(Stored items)
----------

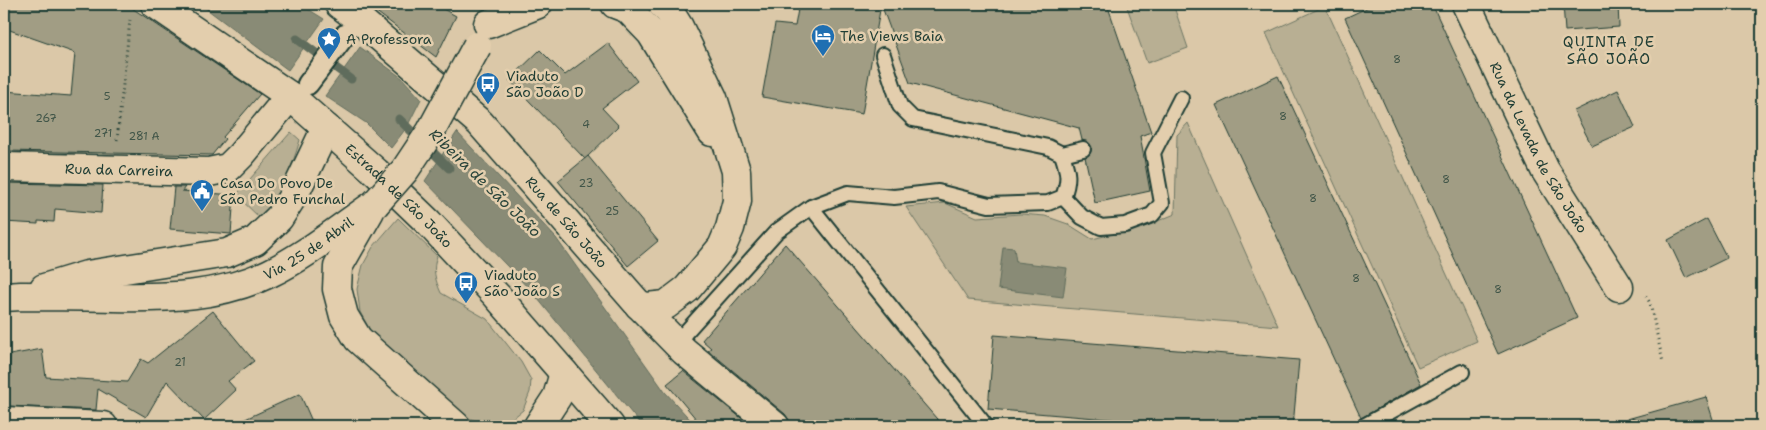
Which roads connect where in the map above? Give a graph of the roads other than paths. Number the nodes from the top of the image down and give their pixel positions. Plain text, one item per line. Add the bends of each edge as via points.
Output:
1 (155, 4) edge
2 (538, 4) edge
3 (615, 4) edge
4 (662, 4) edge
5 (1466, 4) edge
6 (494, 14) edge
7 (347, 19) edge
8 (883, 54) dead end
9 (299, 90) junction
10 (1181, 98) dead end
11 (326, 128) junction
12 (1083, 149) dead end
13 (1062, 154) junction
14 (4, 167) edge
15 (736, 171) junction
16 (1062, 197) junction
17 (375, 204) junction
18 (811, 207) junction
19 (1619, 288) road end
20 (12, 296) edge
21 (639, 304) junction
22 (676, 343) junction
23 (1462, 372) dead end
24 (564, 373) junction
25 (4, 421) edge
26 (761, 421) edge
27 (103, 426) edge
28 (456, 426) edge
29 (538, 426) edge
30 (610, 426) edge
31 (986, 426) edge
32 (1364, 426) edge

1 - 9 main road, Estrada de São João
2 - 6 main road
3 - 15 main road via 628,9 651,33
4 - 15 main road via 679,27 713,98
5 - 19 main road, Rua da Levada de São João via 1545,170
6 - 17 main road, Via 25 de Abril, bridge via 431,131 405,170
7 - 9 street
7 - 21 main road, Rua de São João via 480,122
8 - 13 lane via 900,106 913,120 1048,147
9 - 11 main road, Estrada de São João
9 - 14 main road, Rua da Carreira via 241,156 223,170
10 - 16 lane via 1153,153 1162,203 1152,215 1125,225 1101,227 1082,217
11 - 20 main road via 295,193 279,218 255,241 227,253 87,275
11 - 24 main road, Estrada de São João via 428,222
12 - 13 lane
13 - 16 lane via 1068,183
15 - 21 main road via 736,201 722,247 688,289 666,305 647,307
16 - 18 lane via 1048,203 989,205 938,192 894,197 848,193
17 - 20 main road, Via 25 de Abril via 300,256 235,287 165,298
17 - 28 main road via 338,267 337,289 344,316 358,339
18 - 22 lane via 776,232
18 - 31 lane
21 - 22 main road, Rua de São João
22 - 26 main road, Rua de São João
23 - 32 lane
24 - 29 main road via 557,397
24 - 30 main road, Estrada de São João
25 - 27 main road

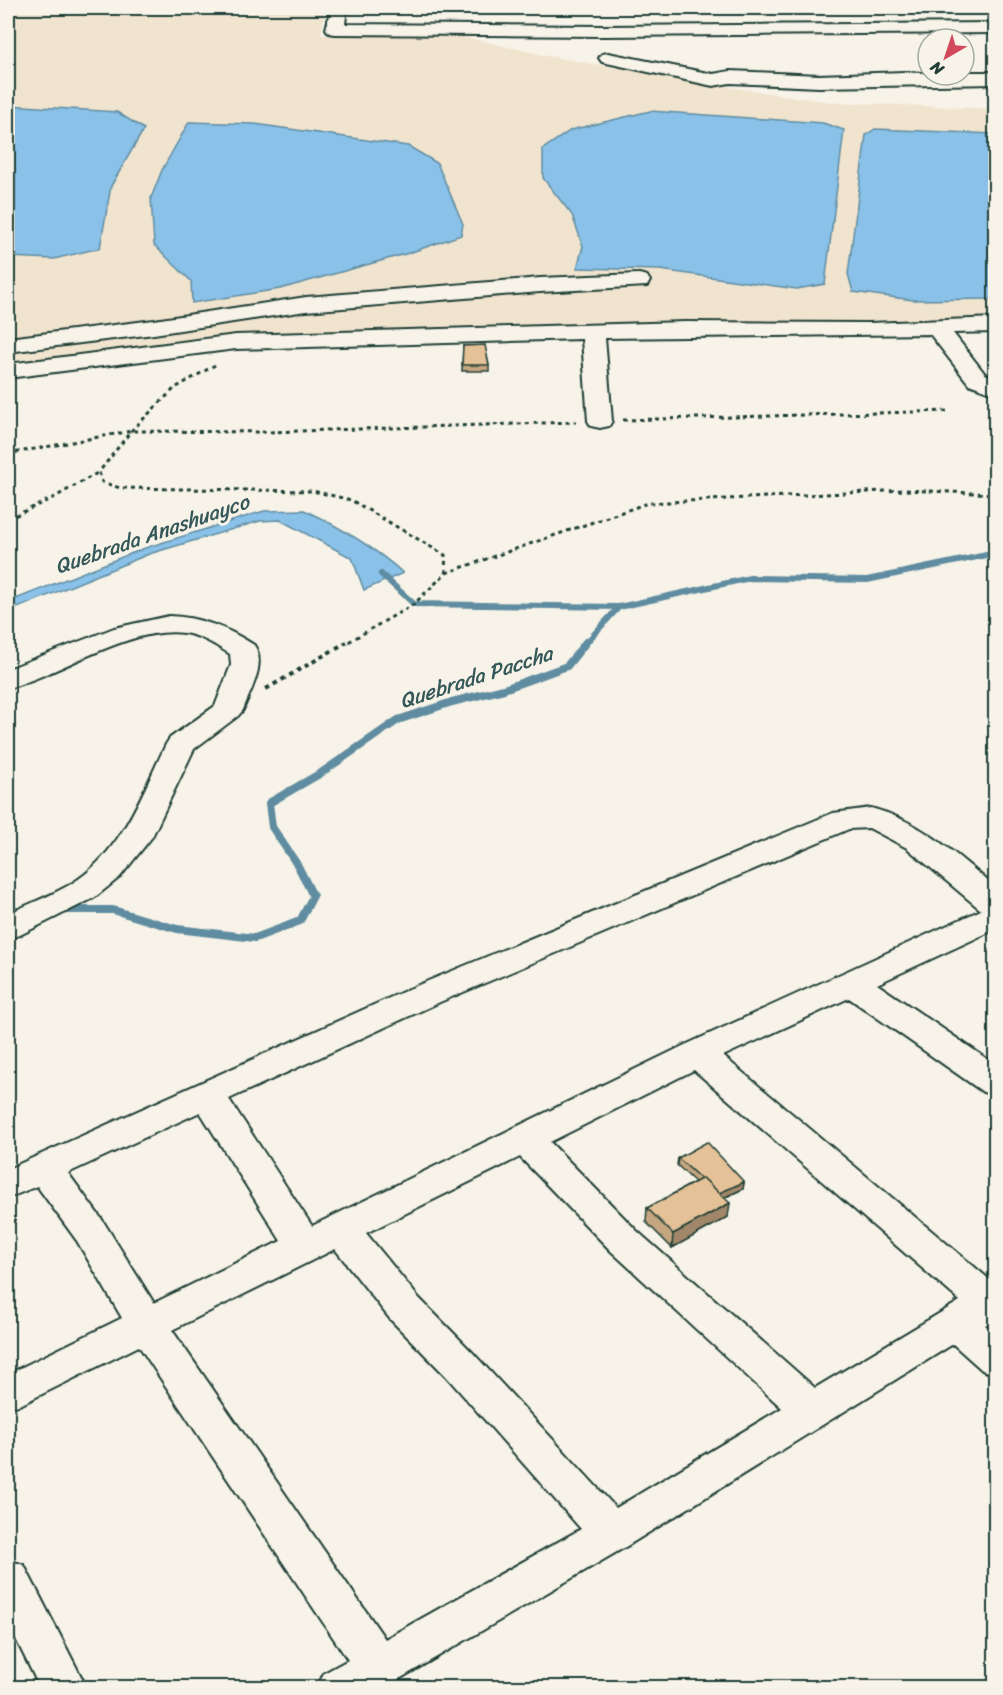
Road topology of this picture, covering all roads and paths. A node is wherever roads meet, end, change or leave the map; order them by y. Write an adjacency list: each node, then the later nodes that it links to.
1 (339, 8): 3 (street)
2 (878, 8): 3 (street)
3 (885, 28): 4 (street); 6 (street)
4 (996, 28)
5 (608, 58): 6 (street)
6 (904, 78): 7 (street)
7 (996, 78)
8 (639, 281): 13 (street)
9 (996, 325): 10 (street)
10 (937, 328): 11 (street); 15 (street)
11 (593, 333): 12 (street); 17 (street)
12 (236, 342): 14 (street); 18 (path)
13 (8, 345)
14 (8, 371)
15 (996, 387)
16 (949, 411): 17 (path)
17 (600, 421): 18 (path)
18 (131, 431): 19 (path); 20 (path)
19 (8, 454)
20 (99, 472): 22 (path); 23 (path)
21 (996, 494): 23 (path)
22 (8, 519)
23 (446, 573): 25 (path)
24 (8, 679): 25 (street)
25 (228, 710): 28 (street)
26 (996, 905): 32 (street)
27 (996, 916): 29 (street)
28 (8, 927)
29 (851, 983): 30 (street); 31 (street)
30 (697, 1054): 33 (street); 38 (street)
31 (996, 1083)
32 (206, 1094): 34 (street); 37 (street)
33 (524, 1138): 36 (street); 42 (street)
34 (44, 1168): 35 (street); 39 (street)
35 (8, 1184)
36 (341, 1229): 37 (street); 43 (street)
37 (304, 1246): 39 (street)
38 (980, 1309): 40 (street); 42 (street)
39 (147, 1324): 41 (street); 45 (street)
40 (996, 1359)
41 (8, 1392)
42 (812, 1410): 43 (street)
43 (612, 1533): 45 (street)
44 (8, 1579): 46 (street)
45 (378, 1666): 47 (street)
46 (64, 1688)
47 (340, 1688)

----------

WHAT YOU NEED TO DO
Strip the images and reproduce the remaining records precisely.

TASK RESPONSE
Which roads connect where in the map above? Give a graph of the roads other than paths. Number the nodes from the top of the image down and give their pixel positions. Plain text, one item per line. Add the bends of each edge as via points.
Output:
1 (155, 4) edge
2 (538, 4) edge
3 (615, 4) edge
4 (662, 4) edge
5 (1466, 4) edge
6 (494, 14) edge
7 (347, 19) edge
8 (883, 54) dead end
9 (299, 90) junction
10 (1181, 98) dead end
11 (326, 128) junction
12 (1083, 149) dead end
13 (1062, 154) junction
14 (4, 167) edge
15 (736, 171) junction
16 (1062, 197) junction
17 (375, 204) junction
18 (811, 207) junction
19 (1619, 288) road end
20 (12, 296) edge
21 (639, 304) junction
22 (676, 343) junction
23 (1462, 372) dead end
24 (564, 373) junction
25 (4, 421) edge
26 (761, 421) edge
27 (103, 426) edge
28 (456, 426) edge
29 (538, 426) edge
30 (610, 426) edge
31 (986, 426) edge
32 (1364, 426) edge

1 - 9 main road, Estrada de São João
2 - 6 main road
3 - 15 main road via 628,9 651,33
4 - 15 main road via 679,27 713,98
5 - 19 main road, Rua da Levada de São João via 1545,170
6 - 17 main road, Via 25 de Abril, bridge via 431,131 405,170
7 - 9 street
7 - 21 main road, Rua de São João via 480,122
8 - 13 lane via 900,106 913,120 1048,147
9 - 11 main road, Estrada de São João
9 - 14 main road, Rua da Carreira via 241,156 223,170
10 - 16 lane via 1153,153 1162,203 1152,215 1125,225 1101,227 1082,217
11 - 20 main road via 295,193 279,218 255,241 227,253 87,275
11 - 24 main road, Estrada de São João via 428,222
12 - 13 lane
13 - 16 lane via 1068,183
15 - 21 main road via 736,201 722,247 688,289 666,305 647,307
16 - 18 lane via 1048,203 989,205 938,192 894,197 848,193
17 - 20 main road, Via 25 de Abril via 300,256 235,287 165,298
17 - 28 main road via 338,267 337,289 344,316 358,339
18 - 22 lane via 776,232
18 - 31 lane
21 - 22 main road, Rua de São João
22 - 26 main road, Rua de São João
23 - 32 lane
24 - 29 main road via 557,397
24 - 30 main road, Estrada de São João
25 - 27 main road

Road topology of this picture, covering all roads and paths. A node is wherever roads meet, end, change or leave the map; order them by y. Write an adjacency list: each node, then the later nodes that it links to.
1 (339, 8): 3 (street)
2 (878, 8): 3 (street)
3 (885, 28): 4 (street); 6 (street)
4 (996, 28)
5 (608, 58): 6 (street)
6 (904, 78): 7 (street)
7 (996, 78)
8 (639, 281): 13 (street)
9 (996, 325): 10 (street)
10 (937, 328): 11 (street); 15 (street)
11 (593, 333): 12 (street); 17 (street)
12 (236, 342): 14 (street); 18 (path)
13 (8, 345)
14 (8, 371)
15 (996, 387)
16 (949, 411): 17 (path)
17 (600, 421): 18 (path)
18 (131, 431): 19 (path); 20 (path)
19 (8, 454)
20 (99, 472): 22 (path); 23 (path)
21 (996, 494): 23 (path)
22 (8, 519)
23 (446, 573): 25 (path)
24 (8, 679): 25 (street)
25 (228, 710): 28 (street)
26 (996, 905): 32 (street)
27 (996, 916): 29 (street)
28 (8, 927)
29 (851, 983): 30 (street); 31 (street)
30 (697, 1054): 33 (street); 38 (street)
31 (996, 1083)
32 (206, 1094): 34 (street); 37 (street)
33 (524, 1138): 36 (street); 42 (street)
34 (44, 1168): 35 (street); 39 (street)
35 (8, 1184)
36 (341, 1229): 37 (street); 43 (street)
37 (304, 1246): 39 (street)
38 (980, 1309): 40 (street); 42 (street)
39 (147, 1324): 41 (street); 45 (street)
40 (996, 1359)
41 (8, 1392)
42 (812, 1410): 43 (street)
43 (612, 1533): 45 (street)
44 (8, 1579): 46 (street)
45 (378, 1666): 47 (street)
46 (64, 1688)
47 (340, 1688)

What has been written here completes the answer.